The latter are the same visas that any person from any country could request, while the parole is a special program that supposedly speeded up the process for Cubans, before it was halted in 2017.
The differences between one and the other are several, from the forms that must be filled out, prices, to the migratory situation with which the relative arrives in the United States.
In the case of the parole, Cubans arrive without residence (which they can request a year and a day under the Cuban Adjustment Act) and applicants are entitled to receive government assistance, such as food stamps and Medicaid.
With the immigrant visa, the person arrives with residence and does not receive aid, as it is a visa “sponsored” by a family member who can assume their expenses.
Now, the amount of differences between one case and another can be immense. For example, immigrant visa categories depend on whether the relative is close (children, parent, spouse), whether the person claiming is a U.S. citizen or just a resident, etc.
Luly Hernández, administrator of a Facebook group with more than 14,000 members focused on family reunification, explains that the “Parole” cases are “completely halted, without being processed anywhere else.”
In her particular case, when she claimed her daughter and gave her a “priority date” there was a waiting time of 7 years in her category, the F2B for single children. However, that category has been “progressing” quickly in recent months and she would have less than a year to complete her daughter’s procedures.

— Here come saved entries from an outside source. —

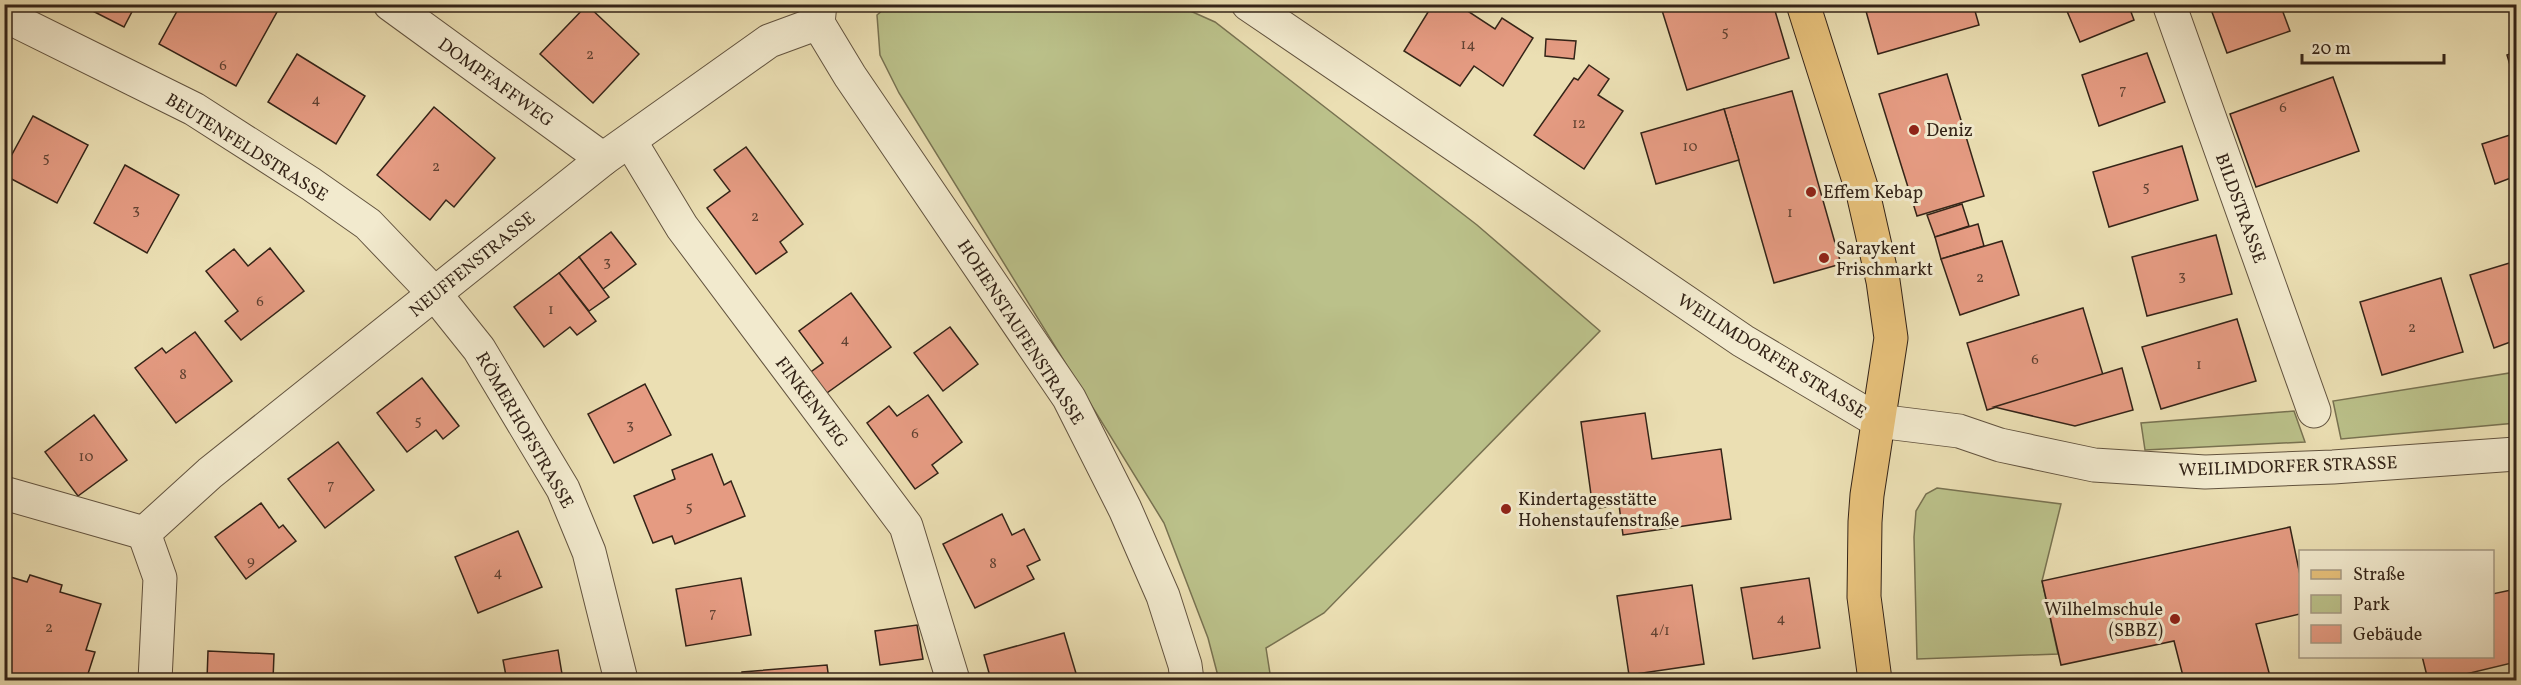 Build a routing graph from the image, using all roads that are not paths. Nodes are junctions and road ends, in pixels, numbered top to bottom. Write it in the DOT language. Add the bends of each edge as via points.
graph roads {
  1 [pos="390,4"];
  2 [pos="1803,4"];
  3 [pos="2169,4"];
  4 [pos="1251,5"];
  5 [pos="819,14"];
  6 [pos="4,15"];
  7 [pos="630,141"];
  8 [pos="603,159"];
  9 [pos="435,294"];
  10 [pos="2314,411"];
  11 [pos="1878,421"];
  12 [pos="2517,454"];
  13 [pos="4,493"];
  14 [pos="144,532"];
  15 [pos="155,681"];
  16 [pos="621,681"];
  17 [pos="953,681"];
  18 [pos="1186,681"];
  19 [pos="1875,681"];
  1 -- 8 [label="street, DOMPFAFFWEG"];
  2 -- 11 [label="main road" via="1863,193 1883,281 1891,338"];
  3 -- 10 [label="street, BILDSTRASSE"];
  4 -- 11 [label="street, WEILIMDORFER STRASSE" via="1743,341"];
  5 -- 7 [label="street, NEUFFENSTRASSE" via="770,41"];
  5 -- 18 [label="street, HOHENSTAUFENSTRASSE" via="850,76 1069,398 1163,596 1185,665"];
  6 -- 9 [label="street, BEUTENFELDSTRASSE" via="194,109 311,184 368,224"];
  7 -- 8 [label="street, NEUFFENSTRASSE"];
  7 -- 17 [label="street, FINKENWEG" via="682,227 906,526"];
  8 -- 9 [label="street, NEUFFENSTRASSE"];
  9 -- 14 [label="street, NEUFFENSTRASSE" via="210,473"];
  9 -- 16 [label="street, RÖMERHOFSTRASSE" via="479,349 563,489 589,552"];
  11 -- 12 [label="street, WEILIMDORFER STRASSE" via="1959,431 2000,445 2094,465 2205,472 2333,468"];
  11 -- 19 [label="main road" via="1865,522 1864,597"];
  13 -- 14 [label="street"];
  14 -- 15 [label="street" via="160,578"];
} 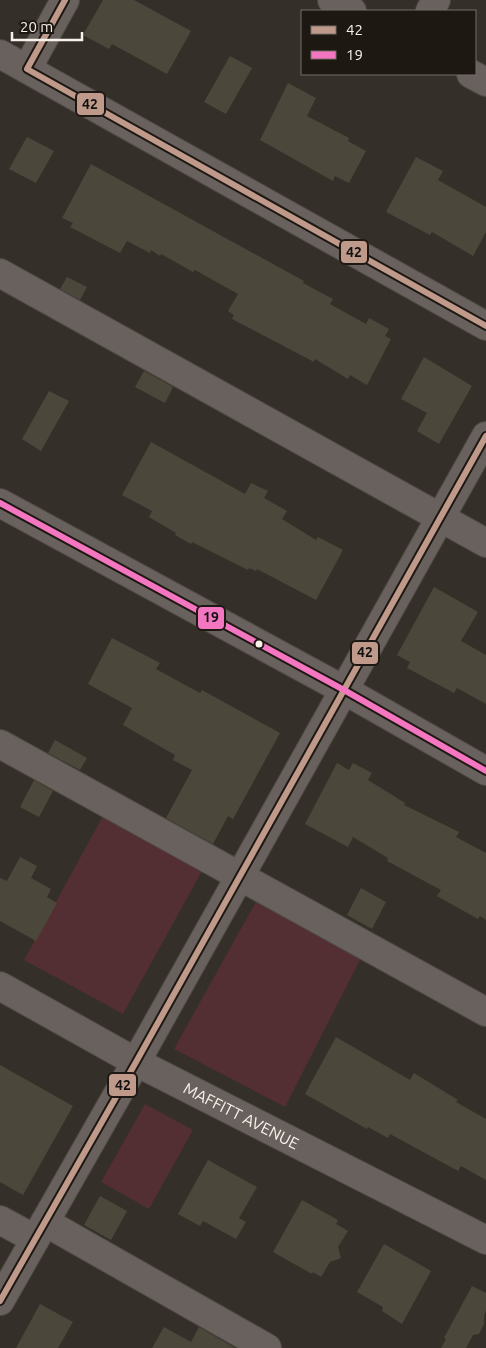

In any case, it is impossible to predict the time that immigration procedures can take, because they also depend on the visa fees or the number of people waiting, explains Hernández.
“This is why I am going to give up the parole I had asked for, even if I lose the money, because the important thing is to reunite with my daughter,” said Hernández.
But the same does not happen with other categories of relatives, whose waiting time may exceed a decade to complete the process.
Although she does not recommend anyone to give up the parole, it is the only solution she finds for her personal case.
Cubans with family members who are claimed are then required to review a monthly visa bulletin that the State Department publishes and which indicates an approximate “priority date” that is being addressed at the time.
They also depend on a concrete response from U.S. politicians and officials about the resumption of parole cases, either in Cuba or in any other U.S. embassy, concluded Hernández.